The amount the surviving spouse receives will depend on:
- Whether the spouse is at full retirement age
- When the deceased spouse started taking benefits
- The amount of Social Security the spouse has available based on his or her own work history
- The amount, if any, the spouse receives from a government pension
In addition, the spouse will qualify for survivor benefits if they are at least 60 and have been married to the deceased for at least nine months. But this also comes with exceptions.
Provisions and Offsets
As stated earlier, Social Security is complicated with subtle nuances. For example, you may receive information stating you’re going to receive a specific dollar amount each month from social security. However, depending on your situation, you may not actually receive that amount. It may be lower and here’s why.

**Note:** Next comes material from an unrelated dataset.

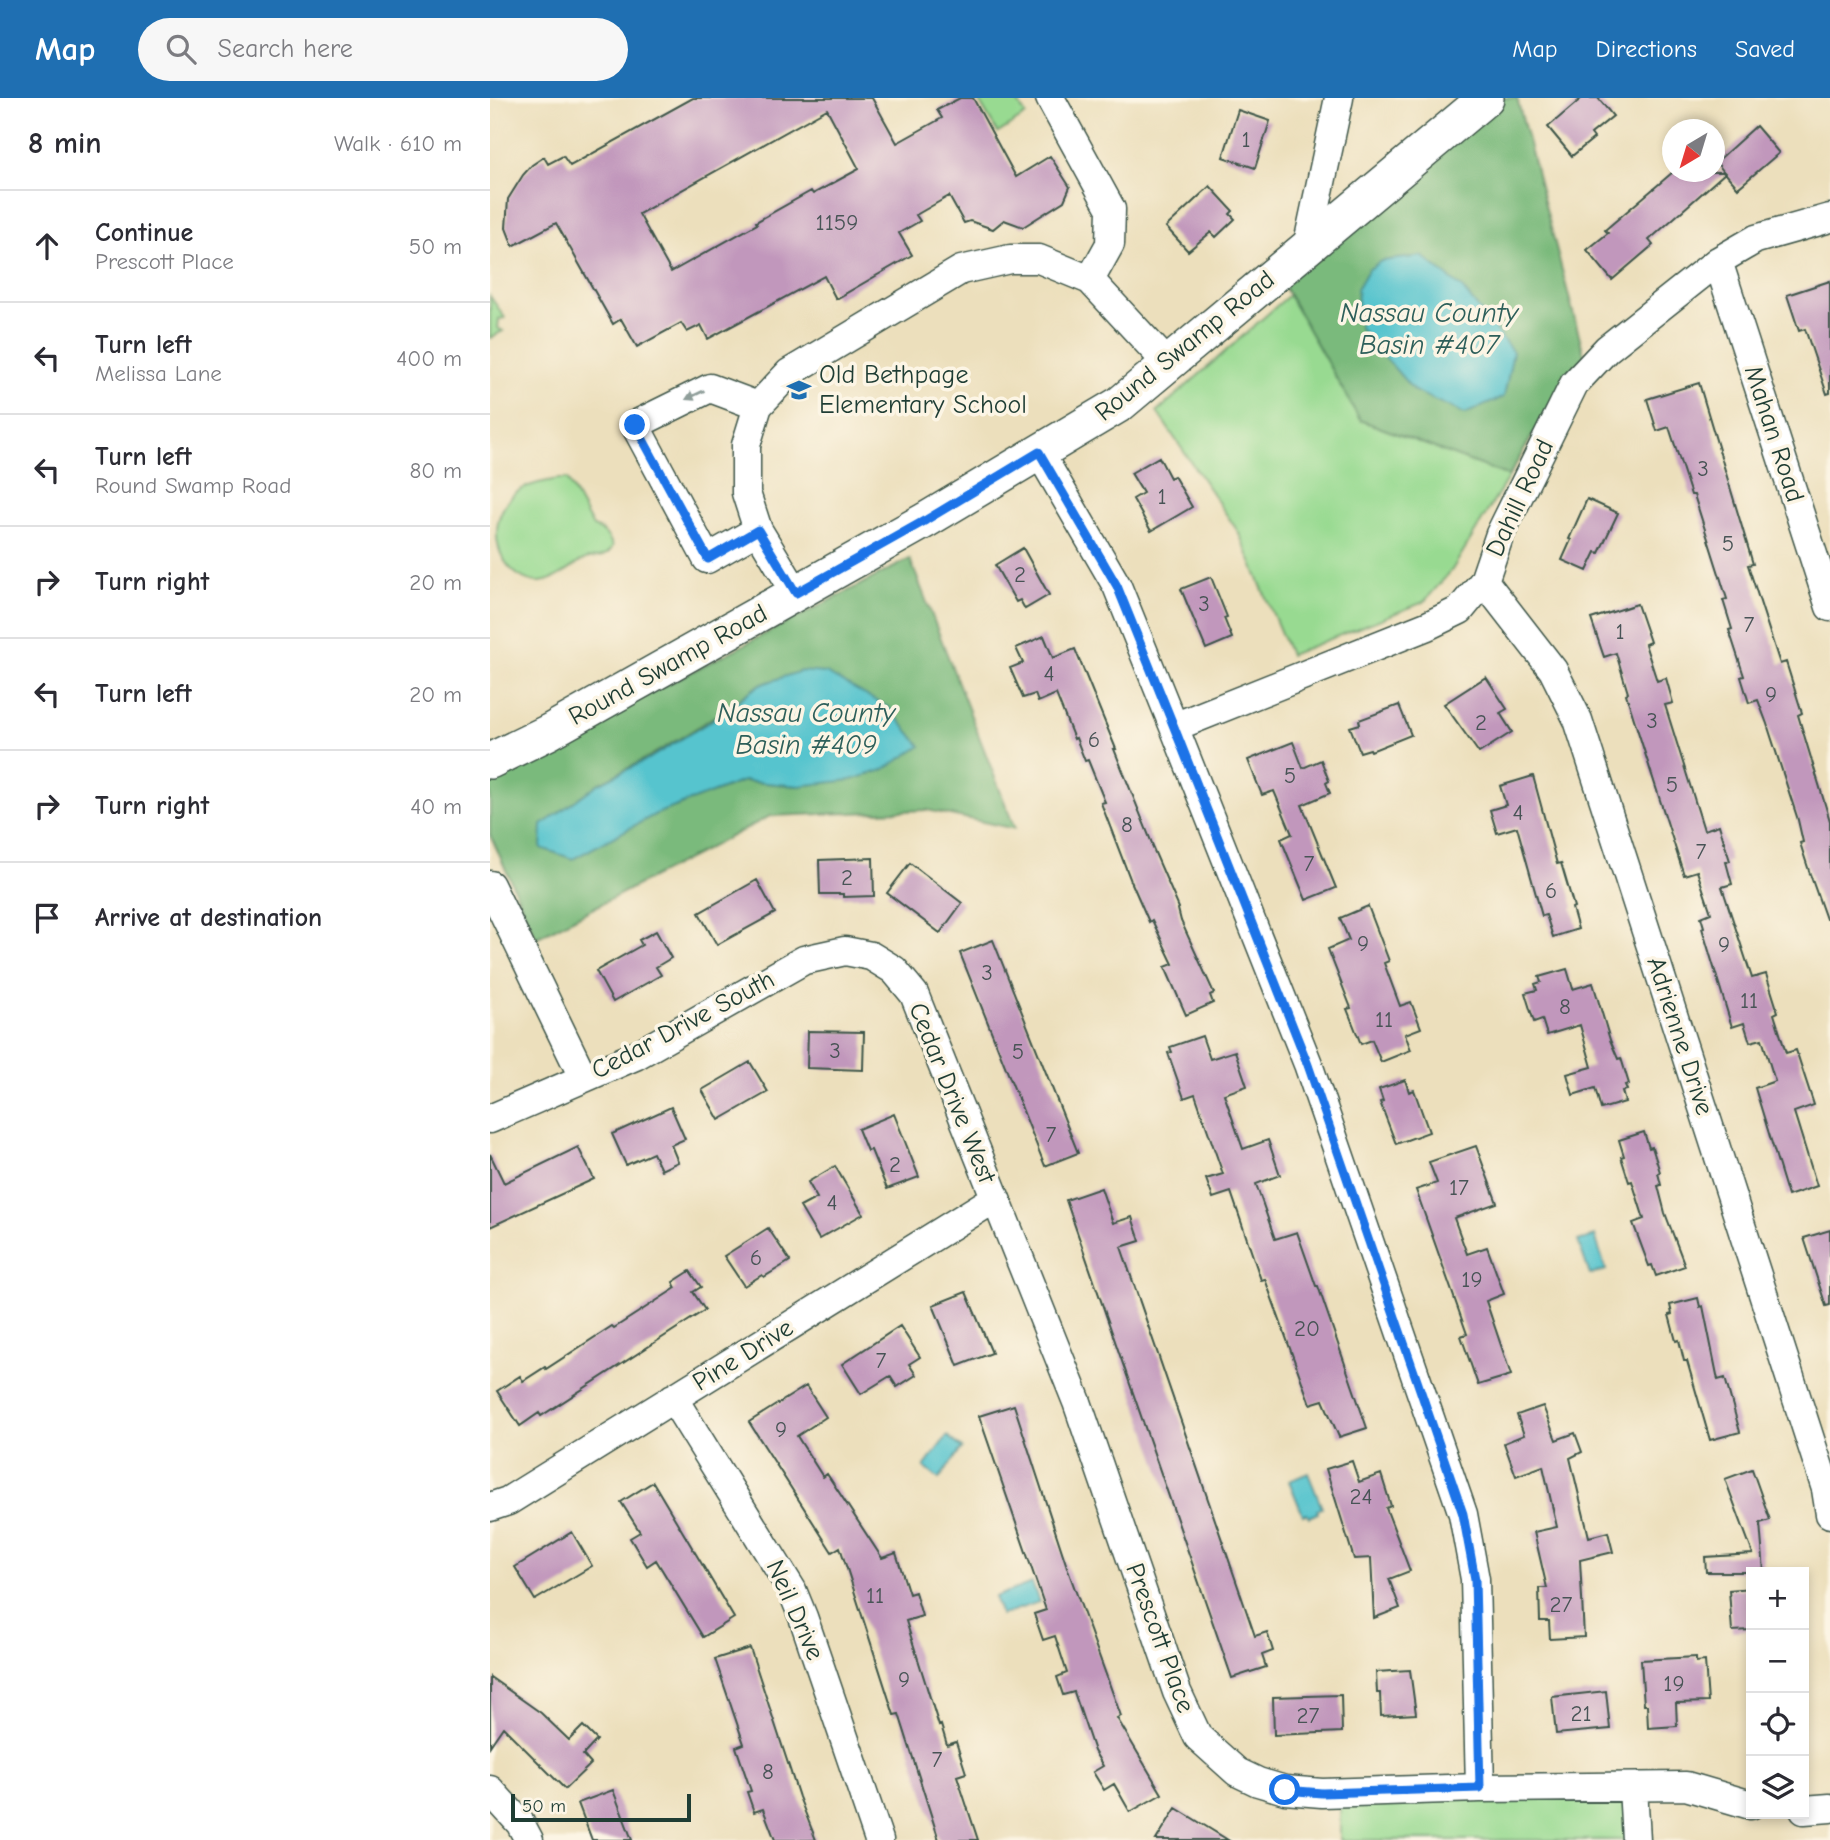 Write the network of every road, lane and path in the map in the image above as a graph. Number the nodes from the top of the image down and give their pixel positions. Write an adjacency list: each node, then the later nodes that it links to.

If you work for a private company and are covered by social security, but your spouse works in a municipality where there’s a state pension, there are offsets to social security that you need to be aware of. In this instance, you need to perform some comprehensive research and/or seek the help of an expert who can help you understand the process.
Years of Employment and Income Levels
When Social Security calculates your retirement benefit, they look at your earnings history. They take the 35 years where you had the most income and calculate the average index of monthly earnings to come up with your monthly amount. The good news is that the index they use will take into account inflation over the course of your career. But the bad news is that if you don’t have 35 years of employment, then you’ll get zeroes for those years. So, if you only have 34 years, you may want to work an extra year before collecting social security.
Your accountant has probably told you that you only need to keep your tax returns for seven years. However, when you start collecting social security retirement benefits, sometimes they have your income levels wrong. If you can’t prove your earnings were higher than what’s on file, then you may not receive as much money from Social Security as you should. So, it’s critical to check what Social Security has for your earnings on file. And it’s also important to keep records in case you run into this issue.
Social Security benefits are taxable. These benefits are considered income and you have to pay tax on them which is a surprise to most people. You need to plan when you should apply for your benefits if you:
- Are still working. You may want to delay taking the benefits until you retire or work part-time. If your income puts you in a higher tax bracket, your social security benefits may be taxed at the higher rate.
- Have to take required minimum distributions from a retirement account. You might want to consider the impact of that income from a retirement account on the Social Security benefits.
The last two pieces of advice:
- One, start researching Social Security long before you get into your retirement years, and
- Two, work with an expert to come up with a plan that works best for you and your personal situation.